A deadline of 2030 is not a commitment it is a deferral with better branding.

The Numbers Are Not Soft

This is not a small problem happening to a small group of people. An estimated 1.3 billion people worldwide experience significant disability, representing 1 in 6 of us and the digital infrastructure they are trying to navigate is, by almost every available measure, still failing them at scale. Across one million analyzed home pages, over 56 million distinct accessibility errors were detected, averaging 56 errors per page. Nearly 95% of websites still have at least one detectable accessibility failure, and six years of effort have produced only a 3% improvement in the overall failure rate. Plus, 69% of disabled online consumers click away from websites they find difficult to use, and 83% limit their shopping exclusively to sites they already know are accessible. The people being excluded are not an edge case. They are a significant and underserved portion of every market, every audience, and every community that organizations claim to be building for.

What a Fast-Track Actually Looks Like

Not all accessibility work is equal in effort or impact. Some changes are genuinely complex and require significant development resources; many are not. Here is what is not a 2030 project:

  • Alt text on images

  • Keyboard navigation testing

  • Sufficient color contrast ratios

  • Caption quality on video content

  • Clear form input labels

  • Descriptive link text

These are decisions, not roadblocks. The organizations treating them as roadblocks are making a choice about whose experience is worth prioritizing this sprint versus next year versus sometime before the decade ends. A real fast-track also means bringing disabled users, neurodivergent users, and users who rely on assistive technology directly into the testing process, paying them properly, giving them actual proximity to decisions, and watching what they find in an afternoon that internal teams missed in a year. The knowledge is not hard to access, the willingness to center it is what is actually being tested.

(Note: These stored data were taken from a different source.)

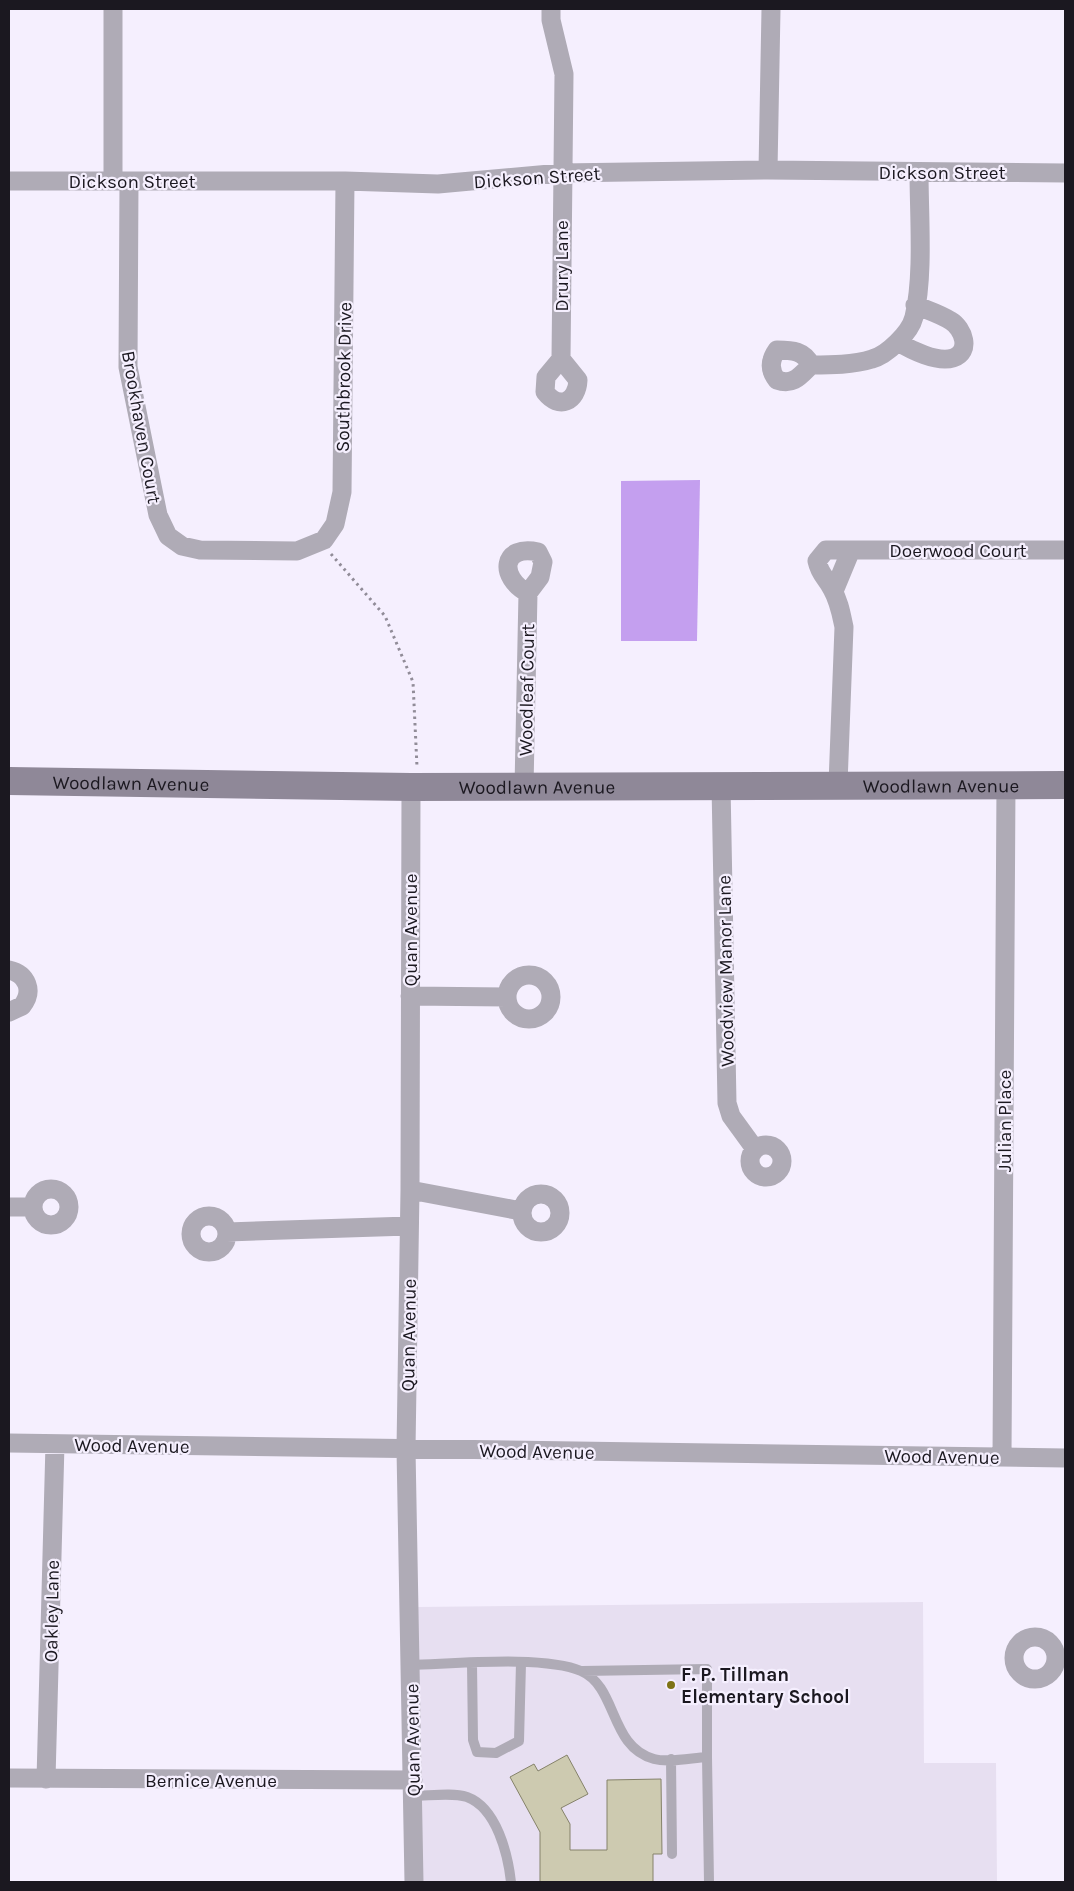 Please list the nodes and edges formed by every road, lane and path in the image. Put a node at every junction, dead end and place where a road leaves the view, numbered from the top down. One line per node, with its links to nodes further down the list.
1 (113, 9): 10 (street, Brookhaven Court)
2 (551, 9): 7 (street, Drury Lane)
3 (771, 9): 4 (street)
4 (768, 170): 5 (street, Dickson Street); 7 (street, Dickson Street)
5 (919, 172): 6 (street, Dickson Street); 11 (street)
6 (1065, 172)
7 (561, 173): 9 (street, Dickson Street); 13 (street, Drury Lane)
8 (9, 181): 10 (street, Dickson Street)
9 (345, 181): 10 (street, Dickson Street); 15 (street, Southbrook Drive)
10 (121, 182): 15 (street, Brookhaven Court)
11 (915, 305): 12 (street); 12 (street)
12 (898, 342): 14 (street)
13 (561, 359)
14 (811, 365)
15 (320, 542): 25 (path)
16 (851, 550): 17 (street, Doerwood Court); 18 (street); 18 (street, Doerwood Court)
17 (1065, 550)
18 (834, 591): 21 (street, Doerwood Court)
19 (528, 593): 26 (street, Woodleaf Court)
20 (9, 782): 25 (street, Woodlawn Avenue)
21 (838, 784): 22 (street, Woodlawn Avenue); 24 (street, Woodlawn Avenue)
22 (1006, 784): 23 (street, Woodlawn Avenue); 41 (street, Julian Place)
23 (1065, 784)
24 (721, 785): 26 (street, Woodlawn Avenue); 31 (street, Woodview Manor Lane)
25 (414, 787): 26 (street, Woodlawn Avenue); 28 (street, Quan Avenue)
26 (524, 787)
27 (9, 970): 30 (street)
28 (410, 996): 29 (street); 32 (street, Quan Avenue)
29 (507, 997)
30 (9, 1012)
31 (755, 1149)
32 (410, 1190): 35 (street); 36 (street, Quan Avenue)
33 (9, 1206): 34 (street)
34 (33, 1207)
35 (521, 1211)
36 (409, 1226): 37 (street); 40 (street, Quan Avenue)
37 (227, 1232)
38 (9, 1443): 39 (street, Wood Avenue)
39 (55, 1444): 40 (street, Wood Avenue); 50 (street, Oakley Lane)
40 (406, 1449): 41 (street, Wood Avenue); 45 (street, Quan Avenue)
41 (1002, 1457): 42 (street, Wood Avenue)
42 (1065, 1458)
43 (521, 1663): 44 (lane); 44 (lane); 46 (lane)
44 (472, 1664): 45 (lane)
45 (411, 1665): 51 (street, Quan Avenue)
46 (582, 1671): 47 (lane); 48 (lane)
47 (707, 1757): 48 (lane); 55 (lane)
48 (671, 1759): 52 (lane)
49 (9, 1778): 50 (street, Bernice Avenue)
50 (46, 1779): 51 (street, Bernice Avenue)
51 (413, 1788): 53 (street, Quan Avenue); 54 (lane)
52 (672, 1854)
53 (414, 1882)
54 (511, 1882)
55 (709, 1882) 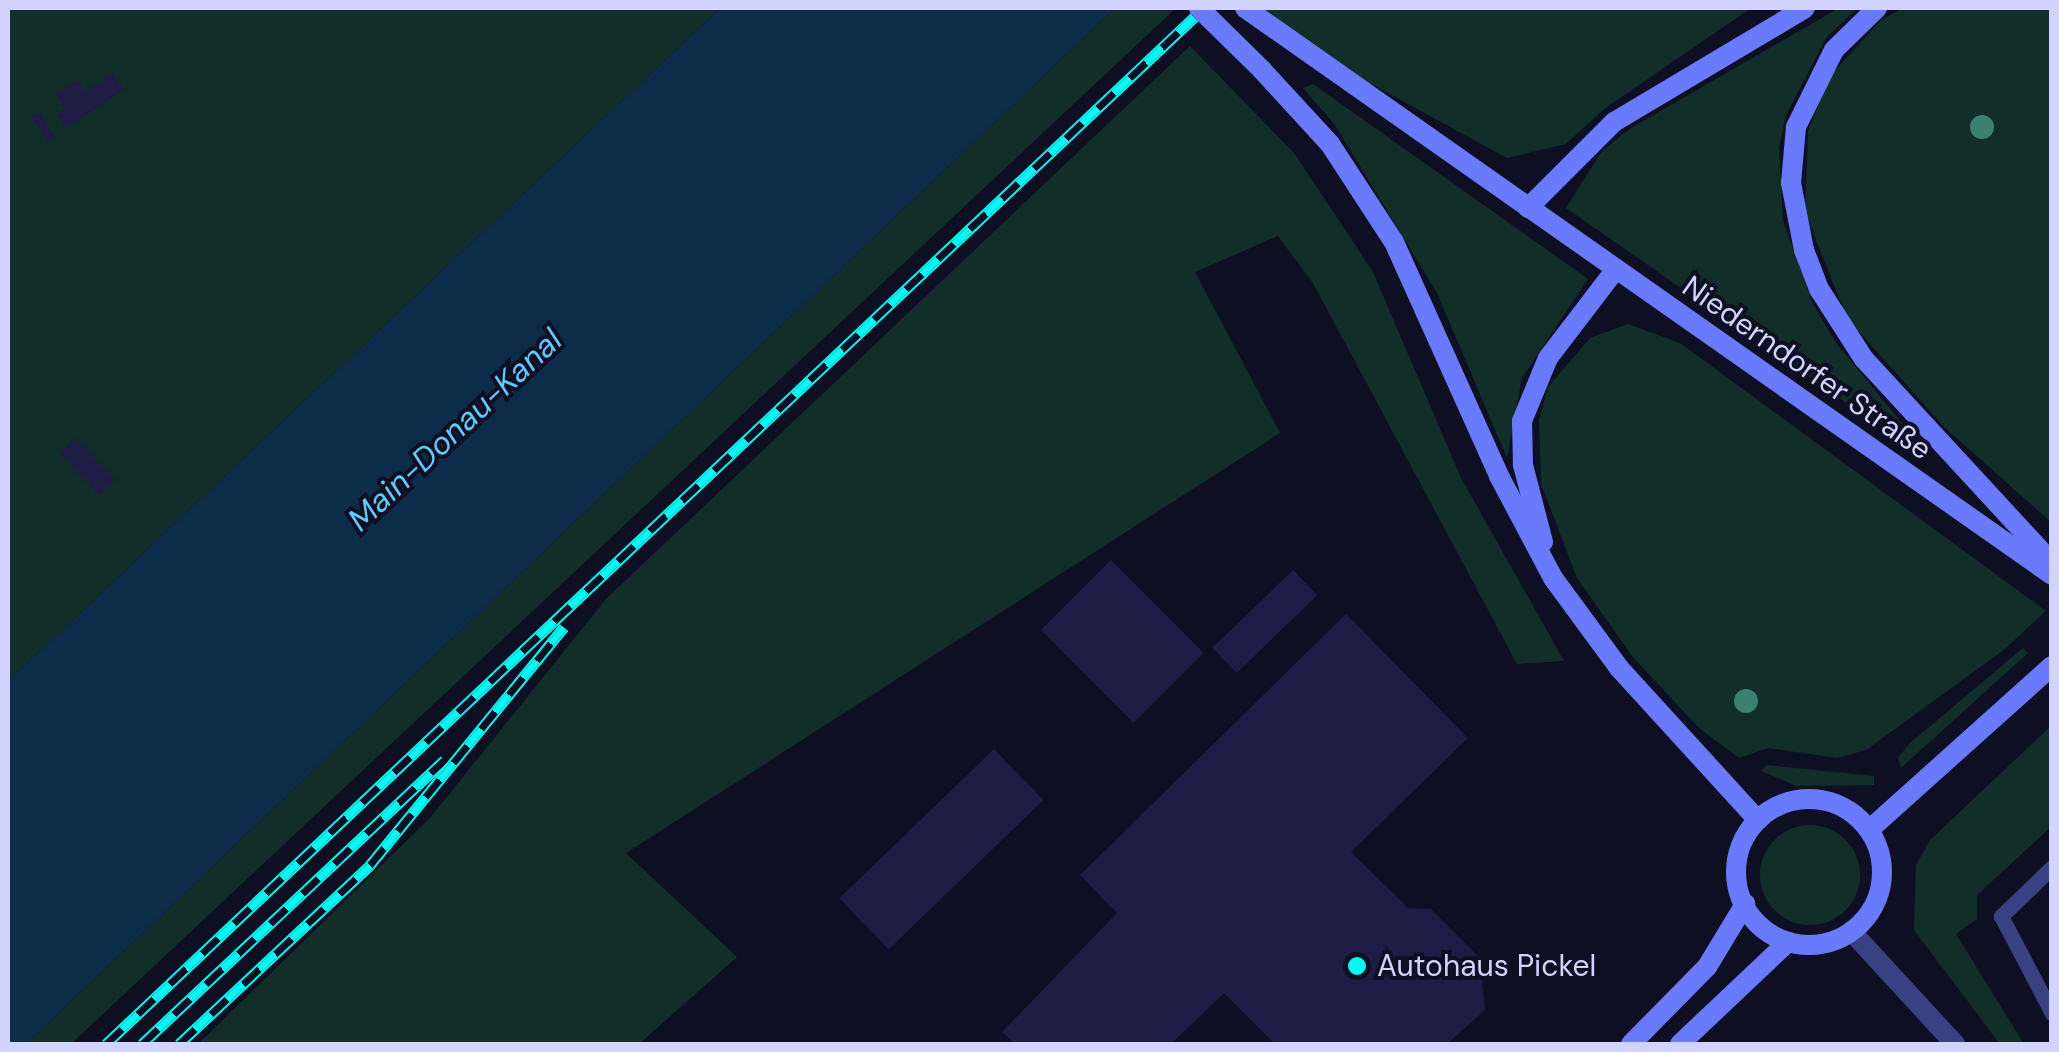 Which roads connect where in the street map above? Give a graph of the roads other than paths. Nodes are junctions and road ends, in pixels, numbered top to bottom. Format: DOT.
graph roads {
  1 [pos="1199,8"];
  2 [pos="1245,8"];
  3 [pos="1806,8"];
  4 [pos="1877,8"];
  5 [pos="1528,208"];
  6 [pos="1616,269"];
  7 [pos="2052,563"];
  8 [pos="2052,576"];
  9 [pos="1553,578"];
  10 [pos="2052,666"];
  11 [pos="1758,820"];
  12 [pos="1869,830"];
  13 [pos="2052,867"];
  14 [pos="1745,904"];
  15 [pos="1851,932"];
  16 [pos="1788,942"];
  17 [pos="2052,1012"];
  18 [pos="1631,1044"];
  19 [pos="1680,1044"];
  20 [pos="1955,1044"];
  1 -- 9 [label="main road, bridge"];
  2 -- 5 [label="main road, Niederndorfer Straße"];
  3 -- 5 [label="main road"];
  4 -- 7 [label="main road"];
  5 -- 6 [label="main road, Niederndorfer Straße"];
  6 -- 8 [label="main road, Niederndorfer Straße"];
  6 -- 9 [label="main road"];
  9 -- 11 [label="main road"];
  10 -- 12 [label="main road"];
  11 -- 12 [label="main road"];
  11 -- 14 [label="main road"];
  12 -- 15 [label="main road"];
  13 -- 17 [label="lane"];
  14 -- 16 [label="main road"];
  14 -- 18 [label="main road"];
  15 -- 16 [label="main road"];
  15 -- 20 [label="street"];
  16 -- 19 [label="main road"];
}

The Only Thing Being Roadmapped Is the Will

Research from Valuable 500 and Yale University found that over 50% of disabled consumers have encountered barriers to accessing content, products, and services, and 54% are more likely to favor companies that represent disability authentically.

The global disability market is valued at over $18 trillion in spending power.

The ROI on accessibility is not a mystery. The hesitation is not financial, it is prioritization and prioritization is a values question wearing a budget question's clothes.The technology to do better exists right now. The knowledge to do better exists right now. The people who could tell organizations exactly where their systems are failing are available, willing, and have been waiting. Accessibility is not a feature. It is not a phase. It is not a milestone on a five-year plan. It is the baseline condition for a product or service that claims to be for people, all people. Not all people except the ones whose needs require more than the default.Every year accessibility gets scheduled for later is a year someone spends being excluded on purpose.

The 2030 deadline exists because someone decided that was an acceptable amount of time to ask people to wait for access. It is time to decide differently.